* Exercise instructions: Lift out, unaltered, the lines of the material below between the line holding "margin:0; font-family:Rubik,sans-serif; background:var(--page);" and the line holding "display:block; font-size:35px; line-height:42px", counting both.

* Given entries:
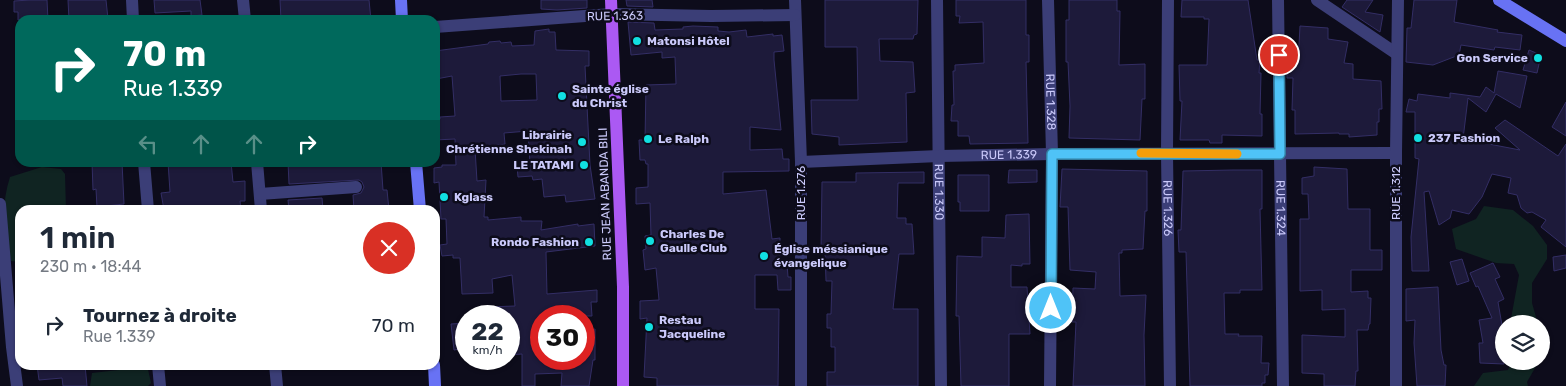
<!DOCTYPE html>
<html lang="fr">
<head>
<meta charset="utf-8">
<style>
  :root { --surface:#fff; --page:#f2f2f3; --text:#1f2937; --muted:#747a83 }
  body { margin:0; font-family:Rubik,sans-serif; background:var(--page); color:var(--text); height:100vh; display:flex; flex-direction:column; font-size:19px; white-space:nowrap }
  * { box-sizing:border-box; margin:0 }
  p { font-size:16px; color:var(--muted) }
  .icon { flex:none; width:28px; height:28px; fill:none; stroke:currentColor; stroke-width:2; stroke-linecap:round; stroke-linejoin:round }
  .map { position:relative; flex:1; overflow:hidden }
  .drawer { position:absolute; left:15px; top:205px; width:425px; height:165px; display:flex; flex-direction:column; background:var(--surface); border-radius:15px; box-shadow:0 1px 4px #0004 }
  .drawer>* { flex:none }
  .guide { position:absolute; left:15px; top:15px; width:425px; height:152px; border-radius:15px; box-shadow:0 1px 4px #0004; background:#00695c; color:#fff; overflow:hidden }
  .buttons { position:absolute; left:1495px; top:315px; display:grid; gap:10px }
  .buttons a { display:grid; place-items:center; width:55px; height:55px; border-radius:50%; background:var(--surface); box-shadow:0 1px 4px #0004; font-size:25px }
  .speed { position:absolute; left:455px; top:305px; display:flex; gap:10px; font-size:25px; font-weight:700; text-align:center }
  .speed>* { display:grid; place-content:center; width:65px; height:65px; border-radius:50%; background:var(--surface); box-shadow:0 1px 4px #0004; line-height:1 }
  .speed small { font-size:12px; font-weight:400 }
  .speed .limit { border:8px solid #d22; background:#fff; color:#111 }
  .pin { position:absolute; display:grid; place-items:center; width:42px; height:42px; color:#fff; margin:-21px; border:2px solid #fff; border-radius:50%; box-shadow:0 1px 5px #0007 }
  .me { position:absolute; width:55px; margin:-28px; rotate:0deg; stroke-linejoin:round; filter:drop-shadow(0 0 4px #0008) }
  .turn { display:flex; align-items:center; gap:18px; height:105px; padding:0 25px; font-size:22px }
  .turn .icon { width:65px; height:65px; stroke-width:2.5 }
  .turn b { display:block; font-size:35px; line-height:42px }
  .lanes { display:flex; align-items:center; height:48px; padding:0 25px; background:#0003; justify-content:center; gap:25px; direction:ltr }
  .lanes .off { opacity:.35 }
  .round { display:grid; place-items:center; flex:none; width:52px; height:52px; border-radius:26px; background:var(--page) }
  .headline { display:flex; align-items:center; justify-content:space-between; height:85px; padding:0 25px }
  h1 { font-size:30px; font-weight:600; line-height:38px }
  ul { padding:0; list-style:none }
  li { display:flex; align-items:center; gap:15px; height:70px; padding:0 25px }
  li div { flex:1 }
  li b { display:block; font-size:19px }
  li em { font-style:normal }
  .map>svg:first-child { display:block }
</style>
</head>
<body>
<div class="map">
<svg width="1566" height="386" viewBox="0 0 1566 386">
  <rect width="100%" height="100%" fill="#0d0c1b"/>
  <path fill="#102422" d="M42,167L61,169L65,174L66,210H20V262L11,261C3,232 1,205 10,177Z
    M1484,206L1513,210L1533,226L1547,245V259L1532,283V303L1538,324H1510L1519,275L1514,264L1496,263L1456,249L1452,229L1476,219Z
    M1512,361H1539L1527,382L1528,386H1474L1483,373L1508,370Z
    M130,365H147L151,383L148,386H90L92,373L128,369Z"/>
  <path fill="#1d1a3a" stroke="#332e65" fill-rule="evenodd" d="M30,0H47L48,20H18V12H14V1Z
    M68,0H106L108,19L69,20Z
    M154,0H200L202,15L191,16V11L155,13Z
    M280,0H369L371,20H281Z
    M541,0H587V8L557,10L541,9Z
    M626,0H652L653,7L627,6Z
    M825,0H918L917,34L914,35L913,39H879L880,61L913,62L915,92L906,93L907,142L839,145V137L812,134L811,100H858L857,47H825Z
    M956,0H1026V35H1029V62H1026L1028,143L970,144L969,136H958V121H951L952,105H954L953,71H955V65L984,63L983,22L959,23L960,16H956Z
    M1069,0H1117V11H1120L1119,65L1145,64V99H1142L1140,140L1069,138L1070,106L1068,62H1066V20H1069Z
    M1182,0H1248L1257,60H1260L1259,73H1261L1260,114H1262V136L1222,135V143H1210L1209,140H1180L1182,101H1180L1179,65H1207L1209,19H1204V17H1181Z
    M1347,0H1373L1365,12L1383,15L1380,32L1342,7Z
    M1414,0H1457L1454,22L1498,30L1497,32L1522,35L1520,50L1495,47L1494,50L1461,45L1459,55L1433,65L1406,62L1407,28H1411Z
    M628,22L654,23L655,30L683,29V27L693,26L718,27V31L729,32L746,30L747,37L773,34V36L782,35L784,51L774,52V60L781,130L750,127V150L782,149L783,159H789V171L723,172V194L766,190L772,239L780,238V263H787L788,277H791V290H778L777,275H755V309H779L778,386H657V378L644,377L647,318L640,319V301L659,300L656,268L645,270L643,250L646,249L645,236L651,235L650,203L636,204V188L648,187V164H646L645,160H640L639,140H645L646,85L676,84L675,57L662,58V52L631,55Z
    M1300,26L1328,28V39L1348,42L1344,63L1353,64V79L1381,81L1382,109H1379V122H1377V135L1349,137V134H1339V133L1295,134V110H1292L1293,78H1287V64L1298,63Z
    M549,29V32H555L556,50L589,51V66H585L590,165L595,199L566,202L565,195L544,197L542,179L533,180L532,176L518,177L517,166L530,164L528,131L504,133L505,144L475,149L477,181L486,180L484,217H488V220L521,217V221H542L541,230L578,224V226L594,224L595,246L546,252L547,294L597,290V302H591L592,316H541V359H584V331L595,329V360H593L589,386H561L562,373L535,374V386H522V354L509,355V316H487V307L515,306L512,275L492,279L493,293L462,294L460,258H453V255L442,256L440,245L447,244L446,219H441L439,182L434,183V168L442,167V165H456L455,139L435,140V119H440V117L455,116L452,76L436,79L435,51L488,44L489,42L500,41L501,43L511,42L512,46L534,45L535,31ZM521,74H536L537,100L501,101L500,76Z
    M1529,50L1541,55L1537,73L1523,70Z
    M1498,71L1527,76L1520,108L1496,94L1486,112L1468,98L1463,139L1520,150L1495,128L1505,120L1558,156L1566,144V247L1541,227L1546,220L1532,212L1527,213L1521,208L1517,195L1508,193L1511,178L1492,174L1482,197L1469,214L1452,210L1450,218L1439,225L1429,191L1424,192L1429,271H1412L1411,237L1419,159L1415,158V112H1406L1409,99L1417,101L1418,94L1450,98V93L1480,97L1486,87L1494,93Z
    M1566,102V136L1552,127Z
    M92,162H122L124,204L97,207L96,189L93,190Z
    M168,162H231L233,182L245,181V201H240L241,210H164L161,193L170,192Z
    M288,162H381L383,190H387L389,210H354L353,195L361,193L364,187L362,182L359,180L289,184Z
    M1314,167L1347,169L1348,209H1370V250H1382V270H1351V292L1368,291V298H1371L1370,324H1369L1368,330H1357L1358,371H1356L1355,386H1324V374L1302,373V335L1345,337V309L1322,310V290L1300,291V219H1309L1308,194H1302V178L1314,176Z
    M1062,169L1147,171V211H1145L1143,249L1122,250V253H1119L1120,296L1146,295L1144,335L1145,386H1073L1076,322H1072L1073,288L1095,289L1096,272L1070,270L1068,207H1060Z
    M1009,170H1037V182L1008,183Z
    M1233,170H1262V209H1260L1262,290H1240V293H1224L1225,334H1239L1238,336H1262L1261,363H1269L1268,375H1265V383H1262V386H1190L1186,252H1179L1178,230H1181L1183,171Z
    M924,172V183H898L897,218H906V224H912L914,254H899L893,309H918V386H827V372H835V347H831V328H827V314H831L832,281H826L825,251H821L822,182H856V173Z
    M958,175H989V211H960V202H958Z
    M322,198L323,210H289L288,200Z
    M1029,214L1030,264H1022V266L1011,265V287H1027L1030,334H1009V386H961L959,316H956L957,256L982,257V237L1005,238L1006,215Z
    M1566,255V268L1554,271L1553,257Z
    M1462,259L1469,281L1457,285L1450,262Z
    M1493,263L1500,277L1495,279L1504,299L1498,302L1504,337V364L1480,363L1479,343H1483L1479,320L1492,318L1478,286L1476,287L1470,273Z
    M1438,287L1441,350L1444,365H1446L1445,386H1417L1414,343L1415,320L1406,321V289Z
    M466,323V348L454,350L451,324Z
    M37,365H85L87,386H63L62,378L39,380Z"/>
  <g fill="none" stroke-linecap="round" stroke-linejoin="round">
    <g stroke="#3b3e77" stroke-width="12">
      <path d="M132,0L133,20"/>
      <path d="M243,0L245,20"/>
      <path d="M795,0L801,162V386"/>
      <path id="s1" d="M937,0L941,386"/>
      <path id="s2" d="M1048,0L1052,154L1050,386"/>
      <path id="s3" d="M1168,0L1167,153L1170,386"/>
      <path id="s4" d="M1278,0L1283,386"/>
      <path d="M1317,0L1397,54"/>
      <path d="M435,27L612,14L711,16L795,15"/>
      <path d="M144,162L148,210"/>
      <path d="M257,162L261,210"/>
      <path id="s5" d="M801,162L939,156L1052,154L1396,153"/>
      <path d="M260,194L356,187"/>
      <path d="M0,204L12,347L17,386"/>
      <path d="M158,365L160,386"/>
      <path d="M275,365L277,386"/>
      <path d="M1396,386V153L1398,0"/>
    </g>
    <path stroke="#6872f4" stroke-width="12" d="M401,0L402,20
      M1499,0L1566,41
      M416,162L420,210
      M434,365L435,386"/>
    <path stroke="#ab59f3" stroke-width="12" d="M611,0L623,287V386"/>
  </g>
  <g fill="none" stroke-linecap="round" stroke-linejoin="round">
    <g stroke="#337fa1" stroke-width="12">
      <path id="route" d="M1051,308L1052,154H1280L1279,55"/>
    </g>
    <use href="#route" stroke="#4fc3f7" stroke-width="9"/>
    <path stroke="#f59e0b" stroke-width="9" d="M1141,153L1237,154"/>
  </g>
  <g fill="#11e0e1" stroke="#0d0c1b" stroke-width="2">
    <circle cx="637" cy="41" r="5"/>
    <circle cx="1538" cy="58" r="5"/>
    <circle cx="562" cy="96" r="5"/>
    <circle cx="1418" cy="138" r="5"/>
    <circle cx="648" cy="139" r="5"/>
    <circle cx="582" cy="142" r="5"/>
    <circle cx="584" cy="165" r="5"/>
    <circle cx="444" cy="197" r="5"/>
    <circle cx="650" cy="241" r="5"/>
    <circle cx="589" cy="242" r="5"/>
    <circle cx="764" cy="256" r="5"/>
    <circle cx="649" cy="327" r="5"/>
  </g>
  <g text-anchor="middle" stroke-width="5" stroke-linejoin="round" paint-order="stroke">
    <g font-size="12" fill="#cbcafb" stroke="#0d0c1b">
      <text transform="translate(615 16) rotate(-1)" y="4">RUE 1.363</text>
      <text dy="4" stroke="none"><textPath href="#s2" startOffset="102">RUE 1.328</textPath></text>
      <text dy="4" stroke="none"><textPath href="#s5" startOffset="208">RUE 1.339</textPath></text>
      <text transform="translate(801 193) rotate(-90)" y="4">RUE 1.276</text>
      <text dy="4" stroke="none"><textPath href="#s1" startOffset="192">RUE 1.330</textPath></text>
      <text transform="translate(1396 193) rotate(-90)" y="4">RUE 1.312</text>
      <text transform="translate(605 194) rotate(-92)" y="4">RUE JEAN ABANDA BILI</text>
      <text dy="4" stroke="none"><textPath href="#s3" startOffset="208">RUE 1.326</textPath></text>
      <text dy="4" stroke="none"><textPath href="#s4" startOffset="208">RUE 1.324</textPath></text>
    </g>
    <g font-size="12" font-weight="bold" fill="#cbcafb" stroke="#0d0c1b" text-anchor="start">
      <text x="647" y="45">Matonsi Hôtel</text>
      <text x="1528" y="62" text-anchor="end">Gon Service</text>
      <text x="572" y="93">Sainte église<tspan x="572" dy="14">du Christ</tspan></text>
      <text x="572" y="139" text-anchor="end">Librairie<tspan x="572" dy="14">Chrétienne Shekinah</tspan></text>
      <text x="1428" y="142">237 Fashion</text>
      <text x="658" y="143">Le Ralph</text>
      <text x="574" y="169" text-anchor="end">LE TATAMI</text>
      <text x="454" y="201">Kglass</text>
      <text x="660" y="238">Charles De<tspan x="660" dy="14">Gaulle Club</tspan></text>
      <text x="579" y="246" text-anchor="end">Rondo Fashion</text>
      <text x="774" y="253">Église méssianique<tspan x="774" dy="14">évangelique</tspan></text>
      <text x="659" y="324">Restau<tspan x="659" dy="14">Jacqueline</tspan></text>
    </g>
  </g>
</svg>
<div class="buttons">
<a><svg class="icon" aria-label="layers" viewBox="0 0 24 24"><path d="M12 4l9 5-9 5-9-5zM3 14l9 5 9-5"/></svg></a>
</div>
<div class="speed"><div>22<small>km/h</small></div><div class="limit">30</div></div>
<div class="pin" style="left:1279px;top:55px;background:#d93025"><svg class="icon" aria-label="arrive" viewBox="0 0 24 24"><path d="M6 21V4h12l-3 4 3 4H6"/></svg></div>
<svg class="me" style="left:1051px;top:308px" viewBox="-20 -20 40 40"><circle r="17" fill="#4fc3f7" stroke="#fff" stroke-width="3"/><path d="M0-11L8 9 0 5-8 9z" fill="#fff"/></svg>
<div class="guide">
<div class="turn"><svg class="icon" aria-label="right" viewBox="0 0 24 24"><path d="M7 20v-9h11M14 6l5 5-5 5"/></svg><div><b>70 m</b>Rue 1.339</div></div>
<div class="lanes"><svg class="icon off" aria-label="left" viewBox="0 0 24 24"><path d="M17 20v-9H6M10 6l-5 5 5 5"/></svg><svg class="icon off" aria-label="ahead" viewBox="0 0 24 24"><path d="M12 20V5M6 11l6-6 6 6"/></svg><svg class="icon off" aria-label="ahead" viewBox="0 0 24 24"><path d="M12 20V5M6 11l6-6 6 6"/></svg><svg class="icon" aria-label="right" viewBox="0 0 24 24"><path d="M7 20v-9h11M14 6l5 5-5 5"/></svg></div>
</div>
<section class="drawer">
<div class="headline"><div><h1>1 min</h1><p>230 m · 18:44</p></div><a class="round" style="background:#d93025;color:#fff"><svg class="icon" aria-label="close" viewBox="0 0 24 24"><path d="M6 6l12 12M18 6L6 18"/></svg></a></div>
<ul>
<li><svg class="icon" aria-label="right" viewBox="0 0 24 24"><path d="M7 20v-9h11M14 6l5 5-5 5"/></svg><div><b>Tournez à droite</b><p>Rue 1.339</p></div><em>70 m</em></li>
</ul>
</section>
</div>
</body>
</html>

* Exercise solution:
  body { margin:0; font-family:Rubik,sans-serif; background:var(--page); color:var(--text); height:100vh; display:flex; flex-direction:column; font-size:19px; white-space:nowrap }
  * { box-sizing:border-box; margin:0 }
  p { font-size:16px; color:var(--muted) }
  .icon { flex:none; width:28px; height:28px; fill:none; stroke:currentColor; stroke-width:2; stroke-linecap:round; stroke-linejoin:round }
  .map { position:relative; flex:1; overflow:hidden }
  .drawer { position:absolute; left:15px; top:205px; width:425px; height:165px; display:flex; flex-direction:column; background:var(--surface); border-radius:15px; box-shadow:0 1px 4px #0004 }
  .drawer>* { flex:none }
  .guide { position:absolute; left:15px; top:15px; width:425px; height:152px; border-radius:15px; box-shadow:0 1px 4px #0004; background:#00695c; color:#fff; overflow:hidden }
  .buttons { position:absolute; left:1495px; top:315px; display:grid; gap:10px }
  .buttons a { display:grid; place-items:center; width:55px; height:55px; border-radius:50%; background:var(--surface); box-shadow:0 1px 4px #0004; font-size:25px }
  .speed { position:absolute; left:455px; top:305px; display:flex; gap:10px; font-size:25px; font-weight:700; text-align:center }
  .speed>* { display:grid; place-content:center; width:65px; height:65px; border-radius:50%; background:var(--surface); box-shadow:0 1px 4px #0004; line-height:1 }
  .speed small { font-size:12px; font-weight:400 }
  .speed .limit { border:8px solid #d22; background:#fff; color:#111 }
  .pin { position:absolute; display:grid; place-items:center; width:42px; height:42px; color:#fff; margin:-21px; border:2px solid #fff; border-radius:50%; box-shadow:0 1px 5px #0007 }
  .me { position:absolute; width:55px; margin:-28px; rotate:0deg; stroke-linejoin:round; filter:drop-shadow(0 0 4px #0008) }
  .turn { display:flex; align-items:center; gap:18px; height:105px; padding:0 25px; font-size:22px }
  .turn .icon { width:65px; height:65px; stroke-width:2.5 }
  .turn b { display:block; font-size:35px; line-height:42px }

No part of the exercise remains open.